IFRS 17 Insurance Contracts for the Middle East

Is it too early for insurance companies in the Middle East to begin their preparations for IFRS 17?

 Globally, many insurance companies have already started preparing for IFRS 17 Insurance Contracts, the new IFRS accounting standard, which is effective for periods beginning on or after 1 January 2021.

 IFRS 17 Insurance Contracts is a complex standard that will impact all insurance companies to varying degrees. To be able to determine specifically how each insurance company will be affected, an impact assessment should be performed on a case-by-case basis, as opposed to a one-size-fits-all application. 2018 and 2019 is the preferable time for insurance companies in the Middle East to consider how IFRS 17 will directly impact their business.

 IFRS 17 introduces changes to accounting and financial reporting, as is expected with adoption of a new accounting standard. There are notable modifications in the aggregation of balances in the statement of financial position and the statement of financial performance. Consequently, primary statement line items will be different under IFRS 17 when compared to IFRS 4 Insurance Contracts, the current insurance accounting standard. 

 The calculation methods for the measurement of contract liabilities and insurance revenue are revised under IFRS 17. Both now incorporate the time value of money, which will have a greater bearing on long tail insurance contracts as opposed to short tail.
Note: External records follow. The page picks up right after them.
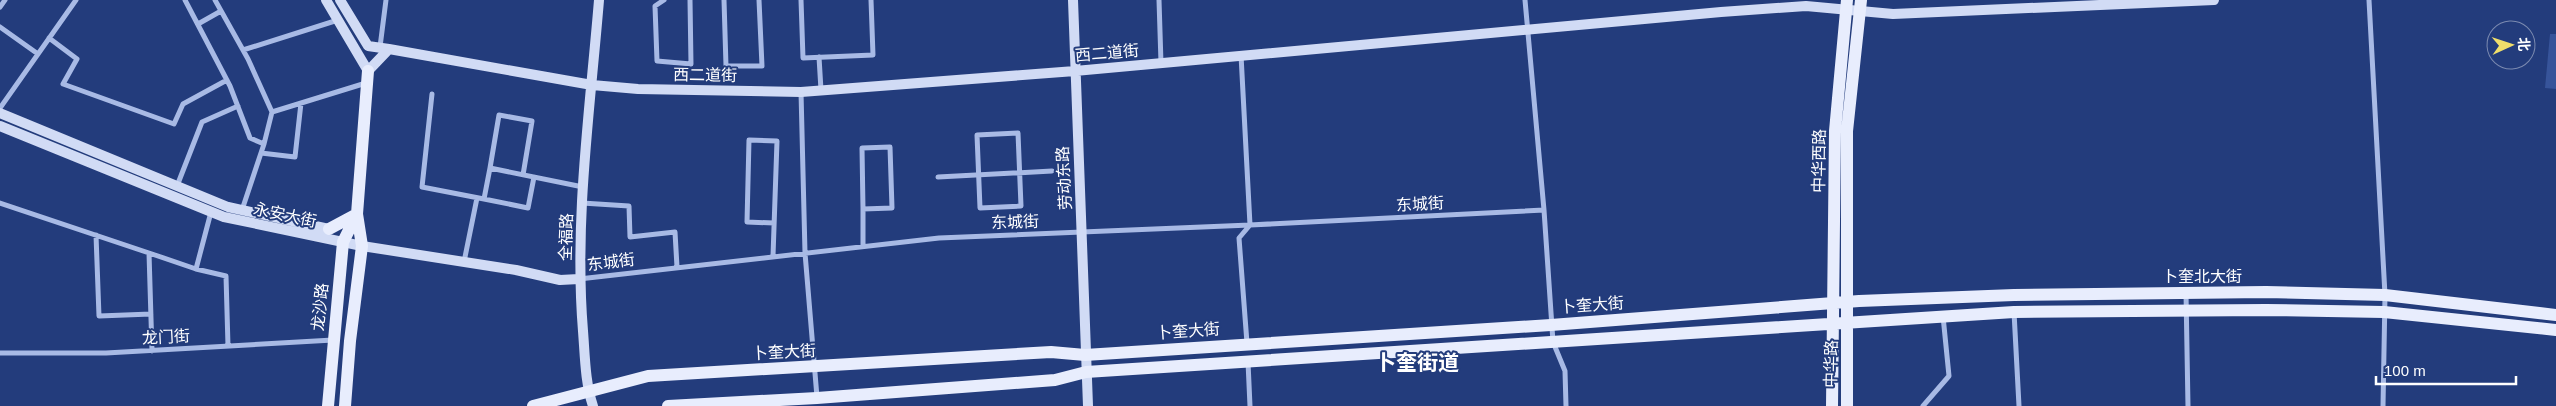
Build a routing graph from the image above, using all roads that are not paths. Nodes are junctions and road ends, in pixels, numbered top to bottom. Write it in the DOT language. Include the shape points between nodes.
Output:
graph roads {
  1 [pos="5,0"];
  2 [pos="76,0"];
  3 [pos="185,0"];
  4 [pos="215,0"];
  5 [pos="326,0"];
  6 [pos="340,0"];
  7 [pos="386,0"];
  8 [pos="599,0"];
  9 [pos="664,0"];
  10 [pos="690,0"];
  11 [pos="724,0"];
  12 [pos="759,0"];
  13 [pos="801,0"];
  14 [pos="871,0"];
  15 [pos="1072,0"];
  16 [pos="1159,0"];
  17 [pos="1525,0"];
  18 [pos="2214,0"];
  19 [pos="2369,0"];
  20 [pos="1853,5"];
  21 [pos="0,7"];
  22 [pos="221,10"];
  23 [pos="338,20"];
  24 [pos="198,24"];
  25 [pos="0,27"];
  26 [pos="1527,29"];
  27 [pos="49,38"];
  28 [pos="384,48"];
  29 [pos="243,50"];
  30 [pos="38,54"];
  31 [pos="1241,55"];
  32 [pos="819,57"];
  33 [pos="1161,63"];
  34 [pos="1075,71"];
  35 [pos="368,76"];
  36 [pos="227,80"];
  37 [pos="592,85"];
  38 [pos="820,90"];
  39 [pos="801,92"];
  40 [pos="432,94"];
  41 [pos="301,103"];
  42 [pos="238,106"];
  43 [pos="0,108"];
  44 [pos="272,112"];
  45 [pos="0,113"];
  46 [pos="0,126"];
  47 [pos="264,144"];
  48 [pos="261,153"];
  49 [pos="490,168"];
  50 [pos="1052,171"];
  51 [pos="1020,173"];
  52 [pos="523,175"];
  53 [pos="978,175"];
  54 [pos="534,177"];
  55 [pos="938,177"];
  56 [pos="177,186"];
  57 [pos="584,187"];
  58 [pos="477,198"];
  59 [pos="484,200"];
  60 [pos="0,203"];
  61 [pos="582,203"];
  62 [pos="863,209"];
  63 [pos="242,210"];
  64 [pos="1544,210"];
  65 [pos="211,212"];
  66 [pos="357,214"];
  67 [pos="774,223"];
  68 [pos="1250,225"];
  69 [pos="329,229"];
  70 [pos="1082,232"];
  71 [pos="96,235"];
  72 [pos="343,242"];
  73 [pos="362,246"];
  74 [pos="863,246"];
  75 [pos="805,252"];
  76 [pos="149,253"];
  77 [pos="773,256"];
  78 [pos="464,262"];
  79 [pos="677,267"];
  80 [pos="196,269"];
  81 [pos="579,279"];
  82 [pos="2186,292"];
  83 [pos="2385,295"];
  84 [pos="1834,304"];
  85 [pos="1848,304"];
  86 [pos="2186,310"];
  87 [pos="2014,312"];
  88 [pos="2384,312"];
  89 [pos="151,314"];
  90 [pos="2556,315"];
  91 [pos="1943,316"];
  92 [pos="1848,322"];
  93 [pos="1834,323"];
  94 [pos="1552,325"];
  95 [pos="2556,330"];
  96 [pos="333,340"];
  97 [pos="1552,342"];
  98 [pos="1247,344"];
  99 [pos="228,346"];
  100 [pos="152,351"];
  101 [pos="0,353"];
  102 [pos="1085,355"];
  103 [pos="1248,361"];
  104 [pos="814,367"];
  105 [pos="1086,372"];
  106 [pos="588,392"];
  107 [pos="818,398"];
  108 [pos="836,401"];
  109 [pos="714,405"];
  110 [pos="328,406"];
  111 [pos="345,406"];
  112 [pos="533,406"];
  113 [pos="592,406"];
  114 [pos="668,406"];
  115 [pos="1088,406"];
  116 [pos="1250,406"];
  117 [pos="1566,406"];
  118 [pos="1832,406"];
  119 [pos="1847,406"];
  120 [pos="1923,406"];
  121 [pos="2019,406"];
  122 [pos="2188,406"];
  123 [pos="2383,406"];
  1 -- 21 [label="street"];
  2 -- 27 [label="street"];
  3 -- 24 [label="street"];
  4 -- 22 [label="street"];
  5 -- 23 [label="main road"];
  6 -- 28 [label="main road" via="368,46"];
  7 -- 28 [label="street"];
  8 -- 37 [label="main road, 全福路"];
  9 -- 10 [label="street" via="655,6 657,60 691,64"];
  11 -- 12 [label="street" via="726,66 762,66"];
  13 -- 32 [label="street" via="803,58"];
  14 -- 32 [label="street" via="873,55"];
  15 -- 34 [label="main road, 劳动东路"];
  16 -- 33 [label="street"];
  17 -- 26 [label="street"];
  18 -- 20 [label="main road, 西二道街" via="1893,14"];
  19 -- 83 [label="street"];
  20 -- 26 [label="main road, 西二道街"];
  20 -- 84 [label="main road, 中华西路" via="1835,131"];
  20 -- 85 [label="main road, 中华西路" via="1846,131"];
  22 -- 24 [label="street"];
  22 -- 29 [label="street"];
  23 -- 29 [label="street"];
  23 -- 35 [label="main road"];
  24 -- 36 [label="street"];
  25 -- 30 [label="street"];
  26 -- 31 [label="main road, 西二道街"];
  26 -- 64 [label="street"];
  27 -- 30 [label="street"];
  27 -- 36 [label="street" via="77,59 63,84 174,124 183,104"];
  28 -- 35 [label="main road"];
  28 -- 37 [label="main road, 西二道街"];
  29 -- 44 [label="street"];
  30 -- 43 [label="street"];
  31 -- 33 [label="main road, 西二道街"];
  31 -- 68 [label="street"];
  32 -- 38 [label="street"];
  33 -- 34 [label="main road, 西二道街"];
  34 -- 38 [label="main road, 西二道街"];
  34 -- 70 [label="main road, 劳动东路"];
  35 -- 41 [label="street"];
  35 -- 66 [label="main road, 龙沙路"];
  36 -- 42 [label="street"];
  37 -- 39 [label="main road, 西二道街"];
  37 -- 57 [label="main road, 全福路"];
  38 -- 39 [label="main road, 西二道街"];
  39 -- 75 [label="street"];
  40 -- 58 [label="street" via="422,187"];
  41 -- 44 [label="street"];
  41 -- 48 [label="street" via="295,157"];
  42 -- 47 [label="street" via="250,138"];
  42 -- 56 [label="street" via="202,122"];
  44 -- 47 [label="street"];
  45 -- 56 [label="main road, 永安大街"];
  46 -- 65 [label="main road, 永安大街"];
  47 -- 48 [label="street"];
  48 -- 63 [label="street"];
  49 -- 52 [label="street"];
  49 -- 52 [label="street" via="499,115 532,121"];
  49 -- 59 [label="street"];
  50 -- 51 [label="street"];
  51 -- 53 [label="street"];
  51 -- 53 [label="street" via="1021,206 980,208"];
  51 -- 53 [label="street" via="1018,133 977,135"];
  52 -- 54 [label="street"];
  53 -- 55 [label="street"];
  54 -- 57 [label="street"];
  54 -- 59 [label="street" via="528,208"];
  56 -- 63 [label="main road, 永安大街"];
  57 -- 61 [label="main road, 全福路"];
  58 -- 59 [label="street"];
  58 -- 78 [label="street"];
  60 -- 71 [label="street"];
  61 -- 79 [label="street" via="628,206 630,237 675,232"];
  61 -- 81 [label="main road, 全福路"];
  62 -- 62 [label="street" via="862,148 890,147 892,208"];
  62 -- 74 [label="street"];
  63 -- 69 [label="main road, 永安大街"];
  64 -- 68 [label="street, 东城街"];
  64 -- 94 [label="street"];
  65 -- 72 [label="main road, 永安大街"];
  65 -- 80 [label="street"];
  66 -- 69 [label="main road"];
  66 -- 72 [label="main road, 龙沙路"];
  66 -- 73 [label="main road, 龙沙路"];
  67 -- 67 [label="street" via="777,141 749,140 746,222"];
  67 -- 77 [label="street"];
  68 -- 70 [label="street, 东城街"];
  68 -- 98 [label="street" via="1239,238"];
  70 -- 74 [label="street, 东城街" via="939,238"];
  70 -- 102 [label="main road, 劳动东路" via="1087,331"];
  71 -- 76 [label="street"];
  71 -- 89 [label="street" via="99,316"];
  72 -- 73 [label="main road, 永安大街"];
  72 -- 96 [label="main road, 龙沙路"];
  73 -- 78 [label="main road, 永安大街"];
  73 -- 111 [label="main road, 龙沙路"];
  74 -- 75 [label="street, 东城街"];
  75 -- 77 [label="street, 东城街"];
  75 -- 104 [label="street"];
  76 -- 80 [label="street"];
  76 -- 89 [label="street"];
  77 -- 79 [label="street, 东城街"];
  78 -- 81 [label="main road, 永安大街" via="560,280"];
  79 -- 81 [label="street, 东城街"];
  80 -- 99 [label="street" via="226,276"];
  81 -- 106 [label="main road, 全福路"];
  82 -- 83 [label="main road, 卜奎北大街"];
  82 -- 85 [label="main road, 卜奎北大街" via="2014,295"];
  82 -- 86 [label="street"];
  83 -- 88 [label="street"];
  83 -- 90 [label="main road, 卜奎北大街"];
  84 -- 85 [label="main road, 卜奎大街"];
  84 -- 93 [label="main road, 中华西路"];
  84 -- 94 [label="main road, 卜奎大街"];
  85 -- 92 [label="main road, 中华西路"];
  86 -- 87 [label="main road, 卜奎北大街"];
  86 -- 88 [label="main road, 卜奎北大街"];
  86 -- 122 [label="street"];
  87 -- 91 [label="main road, 卜奎北大街"];
  87 -- 121 [label="street"];
  88 -- 95 [label="main road, 卜奎北大街"];
  88 -- 123 [label="street"];
  89 -- 100 [label="street"];
  91 -- 92 [label="main road, 卜奎北大街"];
  91 -- 120 [label="street" via="1949,376"];
  92 -- 93 [label="main road, 卜奎大街"];
  92 -- 119 [label="main road, 中华路"];
  93 -- 97 [label="main road, 卜奎大街"];
  93 -- 118 [label="main road, 中华路"];
  94 -- 97 [label="street"];
  94 -- 98 [label="main road, 卜奎大街"];
  96 -- 99 [label="street, 龙门街"];
  96 -- 110 [label="main road, 龙沙路"];
  97 -- 103 [label="main road, 卜奎大街"];
  97 -- 117 [label="street" via="1565,371"];
  98 -- 102 [label="main road, 卜奎大街"];
  99 -- 100 [label="street, 龙门街"];
  100 -- 101 [label="street, 龙门街"];
  102 -- 104 [label="main road, 卜奎大街" via="1051,352"];
  102 -- 105 [label="main road, 劳动东路"];
  103 -- 105 [label="main road, 卜奎大街"];
  103 -- 116 [label="street"];
  104 -- 106 [label="main road, 卜奎大街" via="648,376"];
  104 -- 107 [label="street"];
  105 -- 108 [label="main road, 卜奎大街" via="1055,380"];
  105 -- 115 [label="main road, 劳动东路"];
  106 -- 112 [label="main road, 卜奎大街"];
  106 -- 113 [label="main road, 全福路"];
  107 -- 108 [label="main road, 卜奎大街"];
  107 -- 109 [label="main road, 卜奎大街"];
  109 -- 114 [label="main road, 卜奎大街"];
}
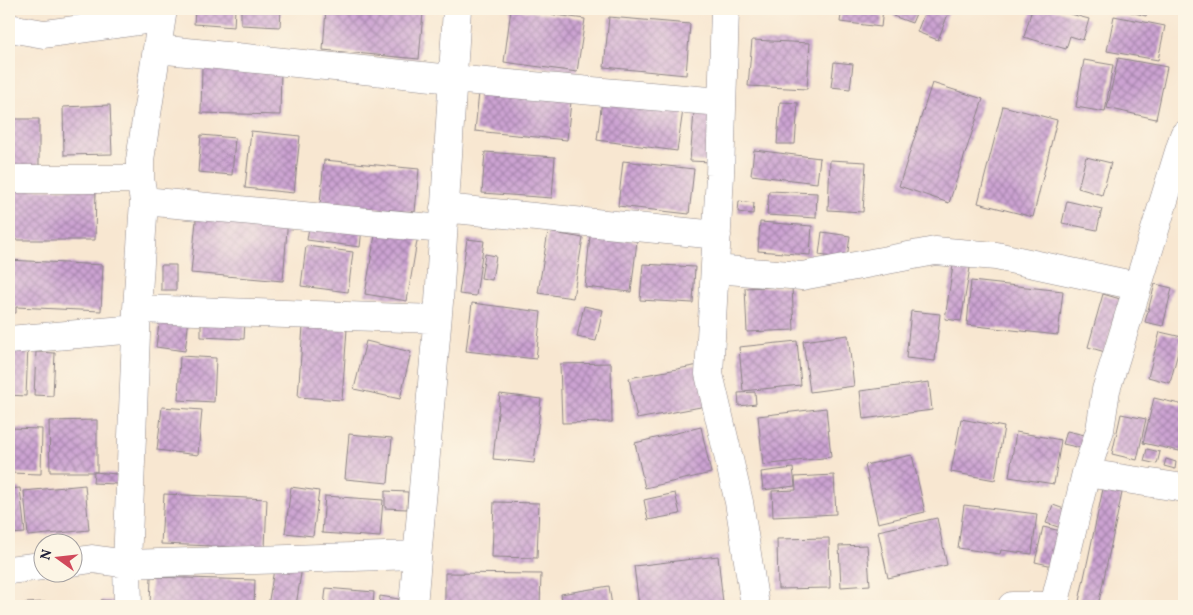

There is also additional disclosure requirements in the notes of the financial statements under IFRS 17.

 But the ramifications of IFRS 17 for insurance companies will be further reaching than merely the accounting and finance functions. IFRS 17 will also have direct repercussions on the actuarial function. In addition, IFRS 17 might result in an essential alteration of a company’s operations (e.g. data warehousing, policies and procedures), its IT function, and its strategy.  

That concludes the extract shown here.